The third and fourth bandits did not. Jack wasn't certain what to do. He glanced at the circle of passengers, who stood stock-still in astonishment.

“Put down your guns or I'll shoot,” Jack cried. He stood alone, an armed bandit on either side, holding a revolver trained on each, trying to remember the last time he had fired a gun.


Put down your guns
,” he repeated, in a tone of voice which he hoped suggested that he would do something if they didn't.

Junius Fane gave a nod, though why he should be nodding to Jack, Jack had no idea, unless it was to give silent approval to Jack's bravery. In any case, the bandits—to Jack's amazement—dropped their weapons.

Jack breathed a sigh of relief, but at that moment, two strong arms were thrown about his neck. The arms of Ida Conquest.

“My hero!” she screamed, right in his ear. “You saved my life, my virtue—and my diamonds!”
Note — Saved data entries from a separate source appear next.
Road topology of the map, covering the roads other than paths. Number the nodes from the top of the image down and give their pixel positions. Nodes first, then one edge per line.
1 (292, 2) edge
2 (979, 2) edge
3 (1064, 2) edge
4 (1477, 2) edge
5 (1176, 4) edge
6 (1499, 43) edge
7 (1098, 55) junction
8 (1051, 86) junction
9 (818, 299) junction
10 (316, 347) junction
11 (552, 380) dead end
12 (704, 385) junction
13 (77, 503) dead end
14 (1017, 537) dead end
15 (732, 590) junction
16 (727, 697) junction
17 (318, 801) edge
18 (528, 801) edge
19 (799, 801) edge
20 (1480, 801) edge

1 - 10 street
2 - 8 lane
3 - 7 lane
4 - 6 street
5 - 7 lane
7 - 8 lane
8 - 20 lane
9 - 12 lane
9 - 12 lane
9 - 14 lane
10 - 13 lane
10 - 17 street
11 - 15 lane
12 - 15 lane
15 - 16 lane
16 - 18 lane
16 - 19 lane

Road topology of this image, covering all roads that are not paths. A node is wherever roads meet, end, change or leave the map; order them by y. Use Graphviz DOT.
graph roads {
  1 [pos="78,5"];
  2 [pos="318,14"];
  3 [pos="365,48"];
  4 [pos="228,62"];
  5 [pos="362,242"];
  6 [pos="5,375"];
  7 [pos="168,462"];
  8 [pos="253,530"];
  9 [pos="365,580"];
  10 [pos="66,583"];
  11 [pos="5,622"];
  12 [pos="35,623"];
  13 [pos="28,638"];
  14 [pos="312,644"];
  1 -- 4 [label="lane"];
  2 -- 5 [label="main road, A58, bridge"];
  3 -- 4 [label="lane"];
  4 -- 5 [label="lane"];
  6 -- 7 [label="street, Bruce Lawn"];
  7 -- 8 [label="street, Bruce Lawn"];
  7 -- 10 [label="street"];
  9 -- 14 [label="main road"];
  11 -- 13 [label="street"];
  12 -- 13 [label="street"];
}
The diamonds—if indeed they were diamonds—that she wore were sharply faceted, and dug little holes into Jack's neck and cheeks as she kissed him on the mouth.

“Ida,” said Jack, trying to push her away without using one of the revolvers to do it. It was still necessary to hold the two thieves at bay. Their weapons lay nearby them on the ground.

Finally, someone else did something. Manfred Mixon, who had stood throughout the ordeal with comically quaking knees, grabbed up one of the guns, and pointed it at the head of one of the bandits. One of the children picked up the other surrendered weapon, and swung it round and round in a circle, and all the passengers began to laugh.